• MATERIAL SHOWN
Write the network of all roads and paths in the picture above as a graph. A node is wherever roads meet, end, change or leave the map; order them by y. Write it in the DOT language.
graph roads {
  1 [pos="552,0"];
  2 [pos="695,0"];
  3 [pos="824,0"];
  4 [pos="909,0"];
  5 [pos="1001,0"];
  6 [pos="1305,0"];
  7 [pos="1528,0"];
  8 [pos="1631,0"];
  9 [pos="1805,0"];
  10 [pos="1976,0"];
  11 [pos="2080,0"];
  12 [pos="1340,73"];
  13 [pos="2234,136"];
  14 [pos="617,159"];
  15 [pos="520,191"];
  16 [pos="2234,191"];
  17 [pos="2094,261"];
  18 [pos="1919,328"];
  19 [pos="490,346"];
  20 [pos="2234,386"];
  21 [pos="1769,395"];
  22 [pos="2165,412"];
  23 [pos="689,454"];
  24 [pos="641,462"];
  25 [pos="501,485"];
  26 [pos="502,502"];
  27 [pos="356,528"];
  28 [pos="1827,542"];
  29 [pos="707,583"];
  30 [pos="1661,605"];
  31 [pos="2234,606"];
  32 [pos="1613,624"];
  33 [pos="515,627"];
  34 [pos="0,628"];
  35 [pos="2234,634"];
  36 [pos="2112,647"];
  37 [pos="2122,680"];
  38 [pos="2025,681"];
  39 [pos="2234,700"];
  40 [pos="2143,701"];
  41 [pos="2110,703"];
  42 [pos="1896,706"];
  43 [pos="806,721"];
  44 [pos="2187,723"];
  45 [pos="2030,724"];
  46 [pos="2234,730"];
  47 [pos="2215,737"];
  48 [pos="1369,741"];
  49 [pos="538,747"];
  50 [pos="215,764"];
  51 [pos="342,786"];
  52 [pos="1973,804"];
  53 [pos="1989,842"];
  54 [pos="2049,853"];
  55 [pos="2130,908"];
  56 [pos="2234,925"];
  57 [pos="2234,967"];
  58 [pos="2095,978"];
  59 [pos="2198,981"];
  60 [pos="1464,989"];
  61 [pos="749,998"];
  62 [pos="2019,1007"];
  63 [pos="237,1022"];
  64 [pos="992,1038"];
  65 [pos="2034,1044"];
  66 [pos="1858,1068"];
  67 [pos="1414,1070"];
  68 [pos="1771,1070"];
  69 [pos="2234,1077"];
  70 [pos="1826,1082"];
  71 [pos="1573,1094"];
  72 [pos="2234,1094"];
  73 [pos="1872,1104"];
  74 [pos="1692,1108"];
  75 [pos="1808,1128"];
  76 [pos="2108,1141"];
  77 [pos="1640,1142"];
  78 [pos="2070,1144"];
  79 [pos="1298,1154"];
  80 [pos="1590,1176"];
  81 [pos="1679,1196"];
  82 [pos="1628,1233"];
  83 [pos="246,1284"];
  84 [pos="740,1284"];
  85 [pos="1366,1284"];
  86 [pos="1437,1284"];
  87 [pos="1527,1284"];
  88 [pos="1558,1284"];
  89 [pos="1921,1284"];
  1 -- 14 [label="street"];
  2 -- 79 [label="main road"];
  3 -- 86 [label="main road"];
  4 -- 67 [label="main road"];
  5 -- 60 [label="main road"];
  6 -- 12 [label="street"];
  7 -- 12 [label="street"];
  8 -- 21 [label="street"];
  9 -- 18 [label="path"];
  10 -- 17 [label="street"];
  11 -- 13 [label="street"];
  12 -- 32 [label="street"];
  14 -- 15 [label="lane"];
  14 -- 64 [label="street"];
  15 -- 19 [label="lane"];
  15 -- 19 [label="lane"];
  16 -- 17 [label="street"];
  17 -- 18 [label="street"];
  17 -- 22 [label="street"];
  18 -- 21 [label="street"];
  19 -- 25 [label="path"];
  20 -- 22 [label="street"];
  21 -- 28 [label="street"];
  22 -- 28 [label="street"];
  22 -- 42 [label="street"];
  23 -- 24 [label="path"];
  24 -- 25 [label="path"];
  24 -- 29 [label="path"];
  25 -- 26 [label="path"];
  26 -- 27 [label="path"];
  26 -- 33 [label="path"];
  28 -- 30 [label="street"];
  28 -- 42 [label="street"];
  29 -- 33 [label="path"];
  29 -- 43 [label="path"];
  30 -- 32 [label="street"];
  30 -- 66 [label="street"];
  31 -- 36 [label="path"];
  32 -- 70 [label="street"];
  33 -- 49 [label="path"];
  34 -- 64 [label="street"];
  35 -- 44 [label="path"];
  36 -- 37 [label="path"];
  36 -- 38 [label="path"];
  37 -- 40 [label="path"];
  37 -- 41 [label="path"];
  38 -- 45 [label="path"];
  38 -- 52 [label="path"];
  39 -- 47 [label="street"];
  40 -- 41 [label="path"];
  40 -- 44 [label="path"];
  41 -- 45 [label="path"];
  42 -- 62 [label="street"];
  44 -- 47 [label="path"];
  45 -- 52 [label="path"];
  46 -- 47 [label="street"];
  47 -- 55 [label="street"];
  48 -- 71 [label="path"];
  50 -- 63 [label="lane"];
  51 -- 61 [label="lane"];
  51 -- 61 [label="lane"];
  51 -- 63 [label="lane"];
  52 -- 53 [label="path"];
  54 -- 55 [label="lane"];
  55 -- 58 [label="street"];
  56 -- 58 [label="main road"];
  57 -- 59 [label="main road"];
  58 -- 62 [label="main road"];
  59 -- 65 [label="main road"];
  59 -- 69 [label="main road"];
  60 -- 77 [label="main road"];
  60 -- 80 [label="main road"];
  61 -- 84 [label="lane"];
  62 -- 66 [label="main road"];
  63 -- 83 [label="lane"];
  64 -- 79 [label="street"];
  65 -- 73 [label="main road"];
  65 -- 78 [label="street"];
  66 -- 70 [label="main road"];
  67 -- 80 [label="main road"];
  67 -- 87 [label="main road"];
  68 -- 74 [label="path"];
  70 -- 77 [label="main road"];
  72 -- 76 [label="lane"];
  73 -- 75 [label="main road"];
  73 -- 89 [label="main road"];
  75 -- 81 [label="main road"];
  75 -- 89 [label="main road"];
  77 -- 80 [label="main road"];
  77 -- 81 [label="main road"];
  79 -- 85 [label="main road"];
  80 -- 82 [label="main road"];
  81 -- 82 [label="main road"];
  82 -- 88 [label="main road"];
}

• PROBLEM STATEMENT
Count the lines of the data that hold the string "lane". The answer should be that number alone.

• ANSWER TO THE EXERCISE
11